◆ WHAT YOU ARE ASKED TO DO:
Each line of the records below that holds "their" should be copied out.

□ □ □ □

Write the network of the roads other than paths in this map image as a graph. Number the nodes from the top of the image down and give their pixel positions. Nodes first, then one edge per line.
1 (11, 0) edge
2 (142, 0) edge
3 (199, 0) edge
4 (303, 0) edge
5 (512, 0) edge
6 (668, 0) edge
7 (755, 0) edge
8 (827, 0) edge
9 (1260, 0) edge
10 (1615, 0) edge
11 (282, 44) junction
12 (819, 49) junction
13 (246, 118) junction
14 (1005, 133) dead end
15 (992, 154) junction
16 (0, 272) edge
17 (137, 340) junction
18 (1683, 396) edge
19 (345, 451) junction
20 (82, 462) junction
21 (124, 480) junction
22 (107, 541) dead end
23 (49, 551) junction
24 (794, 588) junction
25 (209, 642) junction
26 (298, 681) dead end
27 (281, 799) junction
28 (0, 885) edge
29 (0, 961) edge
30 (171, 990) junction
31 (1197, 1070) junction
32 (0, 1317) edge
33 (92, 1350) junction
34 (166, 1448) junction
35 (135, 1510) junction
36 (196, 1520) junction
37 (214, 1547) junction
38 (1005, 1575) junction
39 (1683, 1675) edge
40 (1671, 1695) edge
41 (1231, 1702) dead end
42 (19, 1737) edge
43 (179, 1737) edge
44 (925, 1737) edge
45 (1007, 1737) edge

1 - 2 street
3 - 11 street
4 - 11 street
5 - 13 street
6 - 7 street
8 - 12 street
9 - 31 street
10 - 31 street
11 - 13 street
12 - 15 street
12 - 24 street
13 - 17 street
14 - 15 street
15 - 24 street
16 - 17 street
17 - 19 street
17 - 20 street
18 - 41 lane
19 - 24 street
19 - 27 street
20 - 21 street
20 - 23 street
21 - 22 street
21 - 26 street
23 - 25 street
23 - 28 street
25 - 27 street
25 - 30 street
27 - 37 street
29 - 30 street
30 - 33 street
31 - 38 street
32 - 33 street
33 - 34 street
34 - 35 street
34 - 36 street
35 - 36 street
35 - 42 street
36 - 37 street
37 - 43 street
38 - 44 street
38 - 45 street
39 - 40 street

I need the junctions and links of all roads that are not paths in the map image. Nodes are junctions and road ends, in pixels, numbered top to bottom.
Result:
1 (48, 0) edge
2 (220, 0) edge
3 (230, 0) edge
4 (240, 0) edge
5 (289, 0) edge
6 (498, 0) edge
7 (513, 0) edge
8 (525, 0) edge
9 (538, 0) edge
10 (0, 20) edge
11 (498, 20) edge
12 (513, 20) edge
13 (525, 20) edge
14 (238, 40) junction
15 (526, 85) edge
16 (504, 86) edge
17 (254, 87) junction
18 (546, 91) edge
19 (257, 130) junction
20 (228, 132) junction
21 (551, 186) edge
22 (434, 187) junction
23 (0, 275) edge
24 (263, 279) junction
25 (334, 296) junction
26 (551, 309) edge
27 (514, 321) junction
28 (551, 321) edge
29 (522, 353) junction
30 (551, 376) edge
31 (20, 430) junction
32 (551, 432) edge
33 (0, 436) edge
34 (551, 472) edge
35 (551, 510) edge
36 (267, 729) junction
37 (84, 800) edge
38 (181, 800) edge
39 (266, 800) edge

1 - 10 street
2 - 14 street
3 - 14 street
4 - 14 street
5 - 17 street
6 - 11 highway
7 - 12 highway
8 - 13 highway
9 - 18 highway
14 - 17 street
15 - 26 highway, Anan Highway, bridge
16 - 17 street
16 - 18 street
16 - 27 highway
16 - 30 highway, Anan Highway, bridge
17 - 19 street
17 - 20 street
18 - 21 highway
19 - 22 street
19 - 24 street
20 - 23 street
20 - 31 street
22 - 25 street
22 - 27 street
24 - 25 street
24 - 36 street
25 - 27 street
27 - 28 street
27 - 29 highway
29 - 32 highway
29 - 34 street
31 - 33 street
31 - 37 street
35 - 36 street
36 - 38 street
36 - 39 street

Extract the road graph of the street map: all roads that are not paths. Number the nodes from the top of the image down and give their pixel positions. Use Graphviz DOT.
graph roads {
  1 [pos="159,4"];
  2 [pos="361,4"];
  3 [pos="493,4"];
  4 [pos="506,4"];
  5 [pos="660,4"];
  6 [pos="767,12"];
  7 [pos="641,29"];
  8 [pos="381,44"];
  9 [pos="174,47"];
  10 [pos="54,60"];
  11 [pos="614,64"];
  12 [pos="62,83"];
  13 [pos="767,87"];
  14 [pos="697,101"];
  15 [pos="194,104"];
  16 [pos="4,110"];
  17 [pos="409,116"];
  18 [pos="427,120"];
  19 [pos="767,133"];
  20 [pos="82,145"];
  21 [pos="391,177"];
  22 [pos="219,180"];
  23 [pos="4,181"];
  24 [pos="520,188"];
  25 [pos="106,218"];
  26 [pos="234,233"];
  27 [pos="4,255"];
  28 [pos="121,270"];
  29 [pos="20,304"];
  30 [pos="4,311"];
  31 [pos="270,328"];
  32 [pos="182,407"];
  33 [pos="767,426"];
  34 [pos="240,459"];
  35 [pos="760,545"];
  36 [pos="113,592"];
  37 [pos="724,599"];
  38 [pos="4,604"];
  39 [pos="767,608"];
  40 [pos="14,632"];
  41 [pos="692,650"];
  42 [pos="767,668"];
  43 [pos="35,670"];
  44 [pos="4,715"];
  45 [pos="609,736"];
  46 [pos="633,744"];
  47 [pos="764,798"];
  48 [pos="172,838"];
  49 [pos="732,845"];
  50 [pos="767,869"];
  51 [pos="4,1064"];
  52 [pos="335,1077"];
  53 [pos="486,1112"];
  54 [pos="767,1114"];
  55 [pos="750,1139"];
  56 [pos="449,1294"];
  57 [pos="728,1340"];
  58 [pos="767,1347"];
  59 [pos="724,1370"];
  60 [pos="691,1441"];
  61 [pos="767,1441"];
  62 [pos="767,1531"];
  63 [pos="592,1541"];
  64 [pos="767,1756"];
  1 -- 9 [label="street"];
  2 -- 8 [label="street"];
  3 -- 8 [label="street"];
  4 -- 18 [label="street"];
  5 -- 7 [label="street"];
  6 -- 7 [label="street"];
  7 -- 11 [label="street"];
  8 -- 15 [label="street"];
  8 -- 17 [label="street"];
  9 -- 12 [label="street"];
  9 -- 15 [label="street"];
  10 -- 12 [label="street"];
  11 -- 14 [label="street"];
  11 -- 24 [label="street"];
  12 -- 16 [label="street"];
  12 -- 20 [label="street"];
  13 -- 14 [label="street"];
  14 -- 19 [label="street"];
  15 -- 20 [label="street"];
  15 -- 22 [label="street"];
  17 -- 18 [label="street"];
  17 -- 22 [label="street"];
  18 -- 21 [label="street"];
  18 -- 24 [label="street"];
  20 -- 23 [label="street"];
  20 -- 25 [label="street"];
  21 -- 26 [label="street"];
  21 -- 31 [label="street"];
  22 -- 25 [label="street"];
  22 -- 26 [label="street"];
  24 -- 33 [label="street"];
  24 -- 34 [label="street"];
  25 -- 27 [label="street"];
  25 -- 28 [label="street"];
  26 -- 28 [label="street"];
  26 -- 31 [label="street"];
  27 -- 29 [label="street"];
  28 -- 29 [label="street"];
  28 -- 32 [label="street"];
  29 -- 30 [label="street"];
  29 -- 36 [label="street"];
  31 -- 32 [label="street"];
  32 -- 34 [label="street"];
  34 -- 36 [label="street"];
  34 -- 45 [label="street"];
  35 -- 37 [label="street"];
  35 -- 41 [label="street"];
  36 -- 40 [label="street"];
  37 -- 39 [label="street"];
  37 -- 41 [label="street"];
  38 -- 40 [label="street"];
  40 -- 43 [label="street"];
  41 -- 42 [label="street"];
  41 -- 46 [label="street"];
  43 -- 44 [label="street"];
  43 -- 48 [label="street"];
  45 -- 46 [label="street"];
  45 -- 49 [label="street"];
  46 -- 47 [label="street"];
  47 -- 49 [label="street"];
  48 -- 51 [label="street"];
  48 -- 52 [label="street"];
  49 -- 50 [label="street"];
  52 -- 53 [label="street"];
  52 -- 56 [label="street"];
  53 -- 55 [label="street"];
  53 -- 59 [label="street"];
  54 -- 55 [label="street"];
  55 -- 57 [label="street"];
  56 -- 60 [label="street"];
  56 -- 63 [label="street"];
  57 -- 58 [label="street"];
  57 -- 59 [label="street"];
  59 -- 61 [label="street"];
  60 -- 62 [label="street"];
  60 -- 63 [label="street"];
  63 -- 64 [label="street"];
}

□ □ □ □

◆ TASK ANSWER:
Write the network of the roads other than paths in this map image as a graph. Number the nodes from the top of the image down and give their pixel positions. Nodes first, then one edge per line.
Extract the road graph of the street map: all roads that are not paths. Number the nodes from the top of the image down and give their pixel positions. Use Graphviz DOT.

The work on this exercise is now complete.